**Your goal**
Among the records below, find the lines that hold the word "BURGFARRNBACHER" and report how many there are, with no other words.

**Data**
- - - - -
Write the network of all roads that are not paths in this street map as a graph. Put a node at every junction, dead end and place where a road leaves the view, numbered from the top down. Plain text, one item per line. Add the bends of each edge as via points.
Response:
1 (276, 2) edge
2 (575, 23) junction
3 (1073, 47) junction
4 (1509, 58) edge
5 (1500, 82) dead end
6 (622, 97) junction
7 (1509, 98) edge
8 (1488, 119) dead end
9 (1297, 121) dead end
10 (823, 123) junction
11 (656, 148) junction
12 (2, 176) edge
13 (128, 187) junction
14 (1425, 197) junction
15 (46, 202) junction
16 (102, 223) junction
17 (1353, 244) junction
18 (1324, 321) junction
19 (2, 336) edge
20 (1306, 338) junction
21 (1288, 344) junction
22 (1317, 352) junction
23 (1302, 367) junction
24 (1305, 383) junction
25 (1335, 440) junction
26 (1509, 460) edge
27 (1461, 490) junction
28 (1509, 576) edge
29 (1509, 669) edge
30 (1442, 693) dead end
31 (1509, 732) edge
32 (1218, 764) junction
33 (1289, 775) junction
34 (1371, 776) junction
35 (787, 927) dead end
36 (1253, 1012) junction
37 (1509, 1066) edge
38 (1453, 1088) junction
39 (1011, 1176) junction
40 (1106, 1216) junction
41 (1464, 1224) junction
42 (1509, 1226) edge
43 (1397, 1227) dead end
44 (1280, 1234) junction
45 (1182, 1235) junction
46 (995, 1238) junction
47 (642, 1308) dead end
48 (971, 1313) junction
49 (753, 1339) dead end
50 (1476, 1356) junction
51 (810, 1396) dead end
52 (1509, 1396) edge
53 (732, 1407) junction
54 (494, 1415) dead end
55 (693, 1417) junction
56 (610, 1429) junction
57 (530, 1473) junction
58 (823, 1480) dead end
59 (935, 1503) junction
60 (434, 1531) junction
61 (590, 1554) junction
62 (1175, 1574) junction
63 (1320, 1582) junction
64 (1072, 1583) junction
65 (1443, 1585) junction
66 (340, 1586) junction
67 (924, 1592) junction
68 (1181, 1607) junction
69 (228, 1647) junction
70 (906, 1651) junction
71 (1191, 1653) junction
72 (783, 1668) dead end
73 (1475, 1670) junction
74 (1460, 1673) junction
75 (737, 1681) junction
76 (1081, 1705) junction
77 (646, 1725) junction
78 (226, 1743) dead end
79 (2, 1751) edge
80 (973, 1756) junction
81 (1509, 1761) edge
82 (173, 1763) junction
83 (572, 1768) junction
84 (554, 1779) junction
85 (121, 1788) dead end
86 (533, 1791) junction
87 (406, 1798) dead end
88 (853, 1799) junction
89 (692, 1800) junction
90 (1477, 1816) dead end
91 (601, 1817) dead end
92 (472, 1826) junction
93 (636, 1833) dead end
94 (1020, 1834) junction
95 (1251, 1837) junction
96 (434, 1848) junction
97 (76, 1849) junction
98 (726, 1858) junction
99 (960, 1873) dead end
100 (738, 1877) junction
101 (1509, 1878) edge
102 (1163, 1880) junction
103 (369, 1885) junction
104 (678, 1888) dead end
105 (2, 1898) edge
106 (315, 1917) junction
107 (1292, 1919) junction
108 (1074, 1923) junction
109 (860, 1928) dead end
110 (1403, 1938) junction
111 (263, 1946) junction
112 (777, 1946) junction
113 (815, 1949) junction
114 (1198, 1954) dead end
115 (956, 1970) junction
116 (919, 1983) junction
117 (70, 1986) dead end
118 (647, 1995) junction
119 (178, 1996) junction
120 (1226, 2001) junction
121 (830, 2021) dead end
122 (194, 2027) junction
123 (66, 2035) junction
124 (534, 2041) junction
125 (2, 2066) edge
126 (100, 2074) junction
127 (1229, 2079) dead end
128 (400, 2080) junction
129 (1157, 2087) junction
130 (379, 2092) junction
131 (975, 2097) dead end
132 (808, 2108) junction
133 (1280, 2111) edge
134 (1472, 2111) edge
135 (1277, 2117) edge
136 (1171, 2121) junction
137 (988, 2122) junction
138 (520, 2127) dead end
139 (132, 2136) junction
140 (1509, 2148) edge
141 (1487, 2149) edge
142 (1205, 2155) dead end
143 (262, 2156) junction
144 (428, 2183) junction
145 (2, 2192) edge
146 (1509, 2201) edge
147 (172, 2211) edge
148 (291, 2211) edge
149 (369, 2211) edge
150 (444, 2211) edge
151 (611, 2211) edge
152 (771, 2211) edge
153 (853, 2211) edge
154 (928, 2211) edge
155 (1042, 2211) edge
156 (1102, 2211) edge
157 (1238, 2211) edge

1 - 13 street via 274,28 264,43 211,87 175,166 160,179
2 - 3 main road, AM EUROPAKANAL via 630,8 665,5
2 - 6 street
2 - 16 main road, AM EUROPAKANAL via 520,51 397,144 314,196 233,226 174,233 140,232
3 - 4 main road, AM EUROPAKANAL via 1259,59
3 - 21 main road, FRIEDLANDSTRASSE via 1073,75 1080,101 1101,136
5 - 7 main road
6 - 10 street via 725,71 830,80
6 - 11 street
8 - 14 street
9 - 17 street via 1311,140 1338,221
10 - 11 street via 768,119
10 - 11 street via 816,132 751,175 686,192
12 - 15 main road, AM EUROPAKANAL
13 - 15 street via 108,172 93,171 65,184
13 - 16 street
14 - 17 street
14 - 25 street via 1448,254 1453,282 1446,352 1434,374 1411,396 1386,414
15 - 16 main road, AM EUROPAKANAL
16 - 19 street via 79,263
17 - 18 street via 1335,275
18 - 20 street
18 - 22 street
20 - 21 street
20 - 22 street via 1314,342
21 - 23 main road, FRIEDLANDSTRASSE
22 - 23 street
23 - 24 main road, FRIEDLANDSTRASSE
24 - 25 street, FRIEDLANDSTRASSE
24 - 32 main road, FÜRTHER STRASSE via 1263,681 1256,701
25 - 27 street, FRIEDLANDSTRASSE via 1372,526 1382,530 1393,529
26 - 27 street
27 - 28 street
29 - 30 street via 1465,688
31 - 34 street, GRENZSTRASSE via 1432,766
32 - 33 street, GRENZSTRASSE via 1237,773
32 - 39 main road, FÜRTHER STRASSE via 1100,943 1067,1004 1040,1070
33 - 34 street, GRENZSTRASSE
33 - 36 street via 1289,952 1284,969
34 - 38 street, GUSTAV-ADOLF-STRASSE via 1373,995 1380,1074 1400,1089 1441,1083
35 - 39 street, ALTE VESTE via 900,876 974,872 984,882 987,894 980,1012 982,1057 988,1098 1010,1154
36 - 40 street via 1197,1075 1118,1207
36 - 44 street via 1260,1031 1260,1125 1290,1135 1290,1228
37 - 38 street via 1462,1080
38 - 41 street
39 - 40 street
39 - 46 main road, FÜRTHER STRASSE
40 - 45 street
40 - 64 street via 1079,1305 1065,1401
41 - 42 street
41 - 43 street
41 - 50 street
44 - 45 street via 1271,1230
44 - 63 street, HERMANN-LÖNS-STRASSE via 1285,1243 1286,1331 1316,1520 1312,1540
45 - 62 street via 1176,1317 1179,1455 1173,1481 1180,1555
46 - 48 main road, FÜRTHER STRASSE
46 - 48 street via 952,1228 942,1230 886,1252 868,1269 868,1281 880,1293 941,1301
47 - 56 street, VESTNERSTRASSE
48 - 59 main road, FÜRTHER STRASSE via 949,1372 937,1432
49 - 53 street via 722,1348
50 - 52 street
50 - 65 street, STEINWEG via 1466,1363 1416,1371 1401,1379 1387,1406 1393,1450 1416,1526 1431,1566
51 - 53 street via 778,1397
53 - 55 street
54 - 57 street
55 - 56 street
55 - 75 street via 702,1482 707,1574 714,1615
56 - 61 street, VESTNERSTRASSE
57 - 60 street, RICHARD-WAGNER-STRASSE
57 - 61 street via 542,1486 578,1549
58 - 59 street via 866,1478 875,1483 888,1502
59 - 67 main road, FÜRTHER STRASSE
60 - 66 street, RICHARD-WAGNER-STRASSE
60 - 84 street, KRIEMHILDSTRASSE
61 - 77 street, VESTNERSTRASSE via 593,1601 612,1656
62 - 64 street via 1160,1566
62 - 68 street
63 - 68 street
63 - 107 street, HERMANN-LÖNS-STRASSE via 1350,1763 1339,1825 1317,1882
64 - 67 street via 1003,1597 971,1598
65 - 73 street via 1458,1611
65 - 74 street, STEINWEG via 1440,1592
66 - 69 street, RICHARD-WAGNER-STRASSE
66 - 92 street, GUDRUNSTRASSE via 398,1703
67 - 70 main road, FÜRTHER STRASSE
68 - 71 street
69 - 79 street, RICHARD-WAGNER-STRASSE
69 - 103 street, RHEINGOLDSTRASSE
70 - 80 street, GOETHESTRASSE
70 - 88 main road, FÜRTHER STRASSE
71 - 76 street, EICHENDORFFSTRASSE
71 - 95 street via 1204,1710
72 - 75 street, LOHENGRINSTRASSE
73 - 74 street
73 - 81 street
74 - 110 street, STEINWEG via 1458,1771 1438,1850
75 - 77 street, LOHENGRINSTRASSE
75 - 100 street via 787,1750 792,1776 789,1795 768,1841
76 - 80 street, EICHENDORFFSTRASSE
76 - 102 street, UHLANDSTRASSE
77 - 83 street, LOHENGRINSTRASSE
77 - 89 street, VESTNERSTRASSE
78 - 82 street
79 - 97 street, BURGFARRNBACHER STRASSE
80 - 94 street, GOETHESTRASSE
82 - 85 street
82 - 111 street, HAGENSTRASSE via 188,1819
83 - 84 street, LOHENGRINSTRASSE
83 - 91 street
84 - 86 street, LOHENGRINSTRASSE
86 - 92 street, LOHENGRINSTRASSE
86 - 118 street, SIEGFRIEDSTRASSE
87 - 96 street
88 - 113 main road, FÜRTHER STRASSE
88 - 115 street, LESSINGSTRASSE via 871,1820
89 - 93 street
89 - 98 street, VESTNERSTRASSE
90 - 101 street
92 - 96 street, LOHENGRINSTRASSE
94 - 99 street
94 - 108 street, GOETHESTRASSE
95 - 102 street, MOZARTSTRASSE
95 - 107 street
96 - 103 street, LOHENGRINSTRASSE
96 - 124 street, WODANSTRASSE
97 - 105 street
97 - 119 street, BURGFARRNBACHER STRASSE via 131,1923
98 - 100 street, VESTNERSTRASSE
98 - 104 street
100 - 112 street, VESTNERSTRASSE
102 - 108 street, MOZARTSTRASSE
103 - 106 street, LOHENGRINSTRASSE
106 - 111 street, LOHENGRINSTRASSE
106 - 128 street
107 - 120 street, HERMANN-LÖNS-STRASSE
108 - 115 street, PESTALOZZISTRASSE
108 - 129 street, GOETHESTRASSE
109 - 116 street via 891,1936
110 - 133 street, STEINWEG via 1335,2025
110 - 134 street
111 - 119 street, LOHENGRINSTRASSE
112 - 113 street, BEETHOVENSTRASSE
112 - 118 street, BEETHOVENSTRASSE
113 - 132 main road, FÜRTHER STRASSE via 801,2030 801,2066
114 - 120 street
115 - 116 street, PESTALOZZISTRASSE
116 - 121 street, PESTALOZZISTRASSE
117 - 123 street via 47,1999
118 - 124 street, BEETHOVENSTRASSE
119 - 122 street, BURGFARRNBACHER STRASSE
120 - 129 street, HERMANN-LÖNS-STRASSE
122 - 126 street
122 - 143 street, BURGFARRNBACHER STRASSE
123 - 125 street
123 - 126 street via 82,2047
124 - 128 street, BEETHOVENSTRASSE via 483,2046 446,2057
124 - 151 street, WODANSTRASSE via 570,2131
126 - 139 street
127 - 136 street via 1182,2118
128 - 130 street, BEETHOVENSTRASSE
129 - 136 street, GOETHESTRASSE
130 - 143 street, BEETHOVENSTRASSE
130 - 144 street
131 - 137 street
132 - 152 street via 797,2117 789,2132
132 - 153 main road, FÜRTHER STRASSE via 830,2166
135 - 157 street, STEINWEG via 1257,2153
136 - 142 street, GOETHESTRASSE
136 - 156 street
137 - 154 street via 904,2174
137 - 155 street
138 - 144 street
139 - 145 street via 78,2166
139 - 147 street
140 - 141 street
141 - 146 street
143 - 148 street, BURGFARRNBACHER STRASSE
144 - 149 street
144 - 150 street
- - - - -
**Answer**
5